Présentation

Saint-Hilaire-sur-Helpe est une commune du département du Nord, située dans l’arrondissement et le canton d’Avesnes-sur-Helpe. Le village se trouve en Avesnois, sur les bords de l’Helpe Majeure, entre Avesnes et Maroilles. Il est traversé par la voie romaine de Bavai à Reims.

Étymologie

Le nom apparaît sous la forme Sanctus Hilarius en 1140 dans le cartulaire de l’abbaye de Liessies, puis Saint Hilier en 1186, Sanctus Hylarius en 1349 dans le pouillé du diocèse de Cambrai, et Saint Illier en 1643 dans un acte féodal de la pairie d’Avesnes. On relève aussi les formes dialectales Saint Islieg et Saint Yslieg. Le toponyme renvoie à saint Hilaire, évêque de Poitiers (IVe siècle).

Histoire

Le territoire de Saint-Hilaire-sur-Helpe conserve des traces d’une occupation romaine ancienne. Dans l’angle formé par la chaussée de Bavai à Reims et l’Helpe Majeure se trouvait la station de Fissiacum. En 1824, un cultivateur mit au jour un pavé de quatre mètres carrés en pierres de taille, sous lequel gisaient des fragments de tuile romaine mêlés de charbons et de cendre.

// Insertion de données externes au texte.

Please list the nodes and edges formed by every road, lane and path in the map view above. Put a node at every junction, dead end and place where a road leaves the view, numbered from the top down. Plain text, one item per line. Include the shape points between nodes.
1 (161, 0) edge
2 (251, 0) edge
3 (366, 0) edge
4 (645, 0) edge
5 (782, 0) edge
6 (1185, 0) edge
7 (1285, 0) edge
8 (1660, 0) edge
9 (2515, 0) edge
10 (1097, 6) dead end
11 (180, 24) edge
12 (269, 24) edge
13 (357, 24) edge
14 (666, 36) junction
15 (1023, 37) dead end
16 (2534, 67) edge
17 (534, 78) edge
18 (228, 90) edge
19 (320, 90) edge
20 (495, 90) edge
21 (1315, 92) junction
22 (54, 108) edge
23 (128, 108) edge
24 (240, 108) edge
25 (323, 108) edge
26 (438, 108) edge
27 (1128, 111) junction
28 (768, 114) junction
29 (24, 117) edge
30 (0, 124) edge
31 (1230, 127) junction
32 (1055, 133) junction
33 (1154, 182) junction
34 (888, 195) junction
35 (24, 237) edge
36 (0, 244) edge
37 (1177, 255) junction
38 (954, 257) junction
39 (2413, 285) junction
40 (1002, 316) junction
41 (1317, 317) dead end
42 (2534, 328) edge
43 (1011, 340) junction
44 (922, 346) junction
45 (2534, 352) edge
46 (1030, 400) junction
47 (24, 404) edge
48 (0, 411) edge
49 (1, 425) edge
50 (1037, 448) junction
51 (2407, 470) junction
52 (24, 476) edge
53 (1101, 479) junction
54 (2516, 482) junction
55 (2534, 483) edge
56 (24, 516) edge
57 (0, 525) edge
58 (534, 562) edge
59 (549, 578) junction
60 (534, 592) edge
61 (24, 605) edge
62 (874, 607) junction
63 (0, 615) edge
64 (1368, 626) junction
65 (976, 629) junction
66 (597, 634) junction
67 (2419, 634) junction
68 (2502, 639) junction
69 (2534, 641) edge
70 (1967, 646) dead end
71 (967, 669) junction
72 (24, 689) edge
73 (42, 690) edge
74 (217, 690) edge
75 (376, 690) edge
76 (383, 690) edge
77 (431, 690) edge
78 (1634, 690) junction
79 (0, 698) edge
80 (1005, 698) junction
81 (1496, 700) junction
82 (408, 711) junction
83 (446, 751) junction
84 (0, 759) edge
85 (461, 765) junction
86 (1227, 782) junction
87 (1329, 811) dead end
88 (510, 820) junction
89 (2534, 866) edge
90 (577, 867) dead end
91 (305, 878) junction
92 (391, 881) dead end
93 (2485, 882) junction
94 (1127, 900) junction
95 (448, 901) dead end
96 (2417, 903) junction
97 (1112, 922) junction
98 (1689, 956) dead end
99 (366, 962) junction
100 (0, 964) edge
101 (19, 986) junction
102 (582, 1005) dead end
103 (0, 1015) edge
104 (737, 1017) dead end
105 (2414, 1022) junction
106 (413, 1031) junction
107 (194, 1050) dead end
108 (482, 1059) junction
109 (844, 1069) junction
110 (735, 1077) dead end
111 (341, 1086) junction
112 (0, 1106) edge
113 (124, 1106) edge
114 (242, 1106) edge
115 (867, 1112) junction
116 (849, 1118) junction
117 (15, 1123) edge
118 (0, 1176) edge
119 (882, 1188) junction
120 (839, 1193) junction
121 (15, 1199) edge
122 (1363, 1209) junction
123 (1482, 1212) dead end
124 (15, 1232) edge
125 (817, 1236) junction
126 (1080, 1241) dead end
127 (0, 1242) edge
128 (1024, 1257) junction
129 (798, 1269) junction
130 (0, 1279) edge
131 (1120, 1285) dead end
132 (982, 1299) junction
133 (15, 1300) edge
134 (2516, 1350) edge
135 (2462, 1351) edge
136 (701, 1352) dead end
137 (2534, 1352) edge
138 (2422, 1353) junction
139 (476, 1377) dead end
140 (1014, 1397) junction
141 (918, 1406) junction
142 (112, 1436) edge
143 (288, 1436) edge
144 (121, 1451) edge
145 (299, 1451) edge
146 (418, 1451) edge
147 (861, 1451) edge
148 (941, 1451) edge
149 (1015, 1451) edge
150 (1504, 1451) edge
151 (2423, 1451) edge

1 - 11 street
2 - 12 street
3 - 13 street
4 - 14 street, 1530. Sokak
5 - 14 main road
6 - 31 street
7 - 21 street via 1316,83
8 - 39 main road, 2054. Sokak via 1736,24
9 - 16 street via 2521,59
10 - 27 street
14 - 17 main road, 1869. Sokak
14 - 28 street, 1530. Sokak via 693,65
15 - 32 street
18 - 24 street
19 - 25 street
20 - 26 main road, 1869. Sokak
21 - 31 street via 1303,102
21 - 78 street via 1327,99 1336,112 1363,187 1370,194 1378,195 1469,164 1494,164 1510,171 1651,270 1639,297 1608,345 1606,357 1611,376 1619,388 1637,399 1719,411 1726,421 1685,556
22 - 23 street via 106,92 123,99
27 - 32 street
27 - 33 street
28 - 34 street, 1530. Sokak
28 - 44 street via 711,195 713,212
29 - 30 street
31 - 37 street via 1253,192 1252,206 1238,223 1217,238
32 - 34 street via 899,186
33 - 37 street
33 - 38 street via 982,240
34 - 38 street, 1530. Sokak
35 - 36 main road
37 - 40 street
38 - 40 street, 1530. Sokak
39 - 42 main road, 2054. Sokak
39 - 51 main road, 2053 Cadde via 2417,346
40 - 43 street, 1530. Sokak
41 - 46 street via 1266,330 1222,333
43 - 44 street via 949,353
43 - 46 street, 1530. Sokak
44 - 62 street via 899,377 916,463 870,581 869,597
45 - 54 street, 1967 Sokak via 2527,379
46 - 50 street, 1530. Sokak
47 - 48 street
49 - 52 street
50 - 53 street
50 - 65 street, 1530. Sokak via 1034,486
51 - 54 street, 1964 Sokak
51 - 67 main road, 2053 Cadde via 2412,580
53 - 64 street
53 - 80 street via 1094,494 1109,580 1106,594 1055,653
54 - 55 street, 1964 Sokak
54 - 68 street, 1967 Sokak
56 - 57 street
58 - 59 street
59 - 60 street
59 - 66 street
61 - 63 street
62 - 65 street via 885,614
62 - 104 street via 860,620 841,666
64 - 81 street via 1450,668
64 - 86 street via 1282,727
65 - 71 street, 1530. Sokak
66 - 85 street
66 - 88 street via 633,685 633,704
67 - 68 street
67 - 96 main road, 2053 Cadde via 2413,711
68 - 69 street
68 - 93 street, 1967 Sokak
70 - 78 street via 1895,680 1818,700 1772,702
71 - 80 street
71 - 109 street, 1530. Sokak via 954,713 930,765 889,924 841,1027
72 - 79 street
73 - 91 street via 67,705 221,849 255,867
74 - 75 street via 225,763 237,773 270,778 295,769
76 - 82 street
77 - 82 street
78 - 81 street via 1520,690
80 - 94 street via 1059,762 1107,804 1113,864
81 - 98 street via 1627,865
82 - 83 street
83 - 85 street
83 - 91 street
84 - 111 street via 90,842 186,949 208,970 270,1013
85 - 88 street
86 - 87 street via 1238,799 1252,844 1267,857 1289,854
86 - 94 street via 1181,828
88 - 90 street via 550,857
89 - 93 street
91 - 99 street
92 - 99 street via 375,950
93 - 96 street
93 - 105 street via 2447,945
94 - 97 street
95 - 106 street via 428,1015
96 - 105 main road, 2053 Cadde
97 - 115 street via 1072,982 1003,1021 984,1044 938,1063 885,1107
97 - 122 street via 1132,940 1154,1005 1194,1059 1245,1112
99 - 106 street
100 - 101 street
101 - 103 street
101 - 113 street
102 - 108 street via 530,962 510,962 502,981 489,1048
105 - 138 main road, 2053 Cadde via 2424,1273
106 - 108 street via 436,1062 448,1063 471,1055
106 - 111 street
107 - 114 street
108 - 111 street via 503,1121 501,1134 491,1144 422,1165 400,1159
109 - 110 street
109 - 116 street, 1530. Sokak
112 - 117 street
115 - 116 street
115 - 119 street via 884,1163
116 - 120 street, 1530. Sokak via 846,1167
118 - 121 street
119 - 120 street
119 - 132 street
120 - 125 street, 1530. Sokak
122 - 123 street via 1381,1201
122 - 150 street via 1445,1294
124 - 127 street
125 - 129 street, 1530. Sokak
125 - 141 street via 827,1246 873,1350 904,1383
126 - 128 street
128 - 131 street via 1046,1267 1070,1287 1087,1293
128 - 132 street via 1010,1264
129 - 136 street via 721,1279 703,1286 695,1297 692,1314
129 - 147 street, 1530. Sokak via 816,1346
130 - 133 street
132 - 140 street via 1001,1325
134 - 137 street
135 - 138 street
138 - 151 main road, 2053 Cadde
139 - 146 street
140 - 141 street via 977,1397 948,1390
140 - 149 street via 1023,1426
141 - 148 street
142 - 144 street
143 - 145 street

Au commencement du VIIe siècle, Etton, Irlandais que l’on croit frère de saint Algis et de saint Étoque, tous disciples de saint Fursy, vint en France, alla visiter le tombeau des apôtres à Rome, puis se retira à Fissault, près d’Avesnes, hameau de Saint-Hilaire. Il y construisit un monastère et y mourut le 8 juillet 654. L’église conserve un tableau provenant de la chapelle de Fisseau, portant l’inscription : « Fissiacum vidit morientem Ettonem, Domum Petrum corpus possidet, 654. » La donation du monastère à l’abbaye de Liessies fut confirmée en 1162 par Nicolas de Chièvres, évêque de Cambrai.

Saint-Hilaire-sur-Helpe doit vraisemblablement son origine à la ruine de Fisseau, au IXe ou Xe siècle. En 1186, il formait une paroisse du décanat d’Avesnes.

Au Moyen Âge, la commune comptait trois bâtiments fortifiés. Près du pont, dans la prairie dite « Pâture de la Tour », s’élevait une tour déjà en ruines au XVIIIe siècle, démolie vers 1812. Au pied du plateau, la cense de la Mote, citée en 1288, dont seuls les fossés d’enceinte sont encore visibles. Enfin, la maison forte de Tostpensée, nommée plus tard Coutant, mentionnée dans des actes de 1288 à 1608, dont il ne reste qu’une petite tour ronde surmontée d’un toit conique, attenante à un château construit en 1715 par l’ingénieur de la Combe.

La terre de Saint-Hilaire appartenait en 1316 à Jean, dit Villain, chevalier et bailli du Hainaut. Ce même Jean Villain fut tué l’année suivante par les habitants de Malines, ce qui indigna si fortement le comte de Flandre que les échevins de cette ville durent envoyer des députés pour négocier la paix.

Au milieu du bois de la Croisette, l’Ermitage servait d’asile dès le XIe siècle à des religieux détachés du prieuré de Dompierre. Plus tard, des ermites s’y installèrent, dont l’un tenait une école pour les enfants des environs. La chapelle de Saint-Etton fut démolie en 1794.

La route d’Avesnes à Landrecies ne fut construite que de 1720 à 1730. Auparavant, le grand chemin passait près du Château-Gaillard, dépendance de Saint-Hilaire, et se dirigeait sur Maroilles par Marbaix.

Personnalité liée à la commune

Le bénédictin Dom Bevy, né à Saint-Hilaire le 4 novembre 1738, fut historiographe du roi Louis XV pour la province du Hainaut. Il découvrit en 1777, à Quartes, le socle de la quatrième borne milliaire de la chaussée romaine de Bavai à Reims.

Patrimoine

L’église date du XVe siècle. Elle conserve un tableau provenant de la chapelle de Fisseau, qui commémore la mort de saint Etton en 654. Au hameau du Grand-Fissault subsistent une maison datée de 1534 et un moulin de 1556. La tour ronde de l’ancienne maison forte de Tostpensée, coiffée de son toit conique, jouxte le château de 1715.